Though this post could be a recommendation for the book, it is more than that. It is a shout-out for slow reading. Maybe it’s an expansion of my “slowing into the day” approach to life of late. Give me a good latte or an evening meal and time to enjoy it, and I’m pretty centered on the now. Why not do the same with a well-written book?

SO… I am inching my way through this book, taking time to envision the scenes the author describes. As the author says of his first week in Rome, “I do nothing… but chew and listen.” I want to do something similar, paying attention to each delicious word on the page, to go “deep,” as the title of his book implies.

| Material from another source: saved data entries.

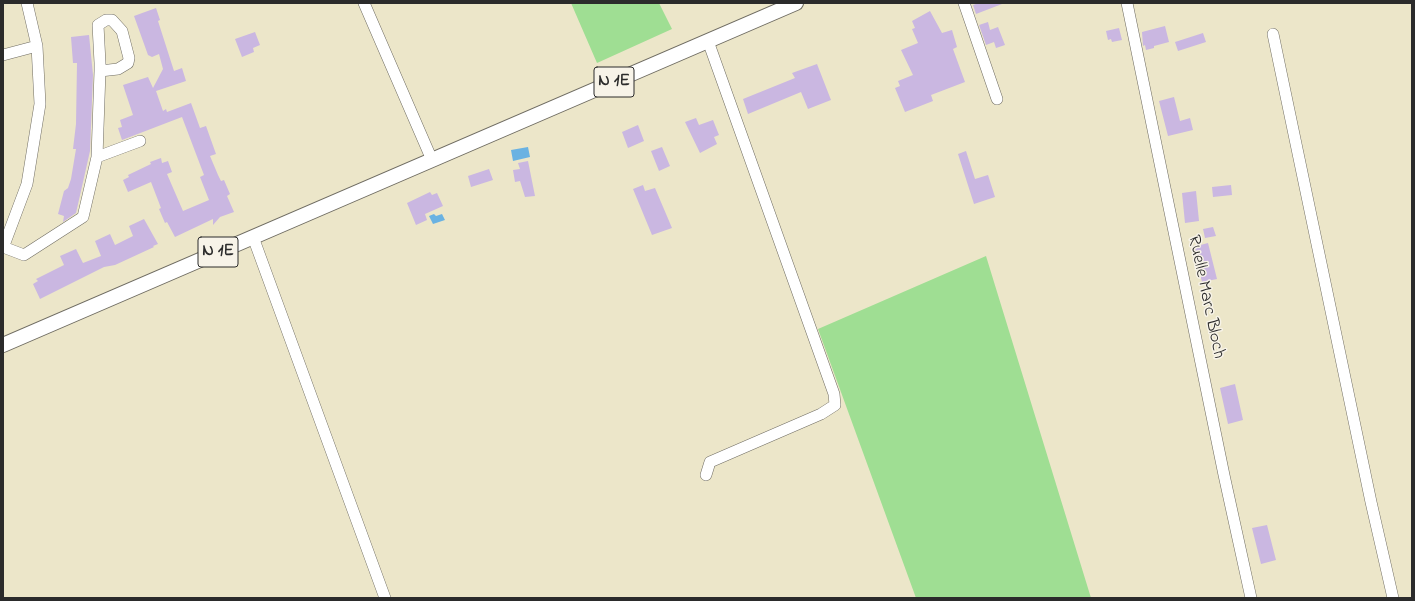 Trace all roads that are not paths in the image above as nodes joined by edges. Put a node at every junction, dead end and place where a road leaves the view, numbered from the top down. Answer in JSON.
{"nodes":[{"id":1,"x":27,"y":3,"type":"edge"},
{"id":2,"x":364,"y":3,"type":"edge"},
{"id":3,"x":796,"y":3,"type":"edge"},
{"id":4,"x":964,"y":3,"type":"edge"},
{"id":5,"x":1127,"y":3,"type":"edge"},
{"id":6,"x":1273,"y":34,"type":"dead end"},
{"id":7,"x":708,"y":41,"type":"junction"},
{"id":8,"x":37,"y":46,"type":"junction"},
{"id":9,"x":3,"y":56,"type":"edge"},
{"id":10,"x":100,"y":71,"type":"junction"},
{"id":11,"x":997,"y":99,"type":"dead end"},
{"id":12,"x":140,"y":142,"type":"dead end"},
{"id":13,"x":97,"y":157,"type":"junction"},
{"id":14,"x":432,"y":160,"type":"junction"},
{"id":15,"x":253,"y":237,"type":"junction"},
{"id":16,"x":3,"y":248,"type":"edge"},
{"id":17,"x":3,"y":345,"type":"edge"},
{"id":18,"x":706,"y":475,"type":"dead end"},
{"id":19,"x":385,"y":598,"type":"edge"},
{"id":20,"x":1252,"y":598,"type":"edge"},
{"id":21,"x":1393,"y":598,"type":"edge"}],
"edges":[{"from":1,"to":8,"type":"street"},
{"from":2,"to":14,"type":"street"},
{"from":3,"to":7,"type":"main road","number":"N 1E"},
{"from":4,"to":11,"type":"street"},
{"from":5,"to":20,"type":"street","name":"Ruelle Marc Bloch"},
{"from":6,"to":21,"type":"street"},
{"from":7,"to":14,"type":"main road","number":"N 1E"},
{"from":7,"to":18,"type":"street"},
{"from":8,"to":9,"type":"street"},
{"from":8,"to":16,"type":"street"},
{"from":10,"to":10,"type":"street"},
{"from":10,"to":13,"type":"street"},
{"from":12,"to":13,"type":"street"},
{"from":13,"to":16,"type":"street"},
{"from":14,"to":15,"type":"main road","number":"N 1E"},
{"from":15,"to":17,"type":"main road","number":"N 1E"},
{"from":15,"to":19,"type":"street"}]}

For example, how about this meal he and his wife share in the Piedmont region of Italy?: “I eat lentil soup ladled from a beautiful glass terrine. Laura orders gnocchi, celestially light, brought back to earth by a cloak of creamy Castelmagno, a mildly funky blue cheese made a few towns over. I finish with brasato al Barolo, beef braised to the point of collapsing in a bath of the region’s most famous wine.” Love this!

Or… this lunch in Rome? …”at Litro, a lovely osteria in the hilltop neighborhood of Monteverde, perched above Trastevere. We are eating warm bread slathered in cold butter and topped with salty anchovies, one of those three-ingredient Italian constructions–a shopping list more than a recipe–that can stop a conversation in its tracks.”

Or… his description of drinking coffee in Italy: “Don’t expect subtle notes of wild fruits in your caffè (the more common name for espresso in Italy.) Italians roast beans longer, for a dark, oily, potent brew. As you move south, expect caffè to get stronger and shorter; by the time you hit Sicily, you can nearly scrape it with a spoon.” Got it!

I look forward to continuing my slow reading of Pasta Pane Vino. I may not read as many books this year as I originally thought, but I bet I enjoy each one more, relishing every rich word like a tasty ingredient in a perfect dish. Slow reading, slow food. A winning combo it seems to me!

 

*“He/she who goes slowly goes well and far.”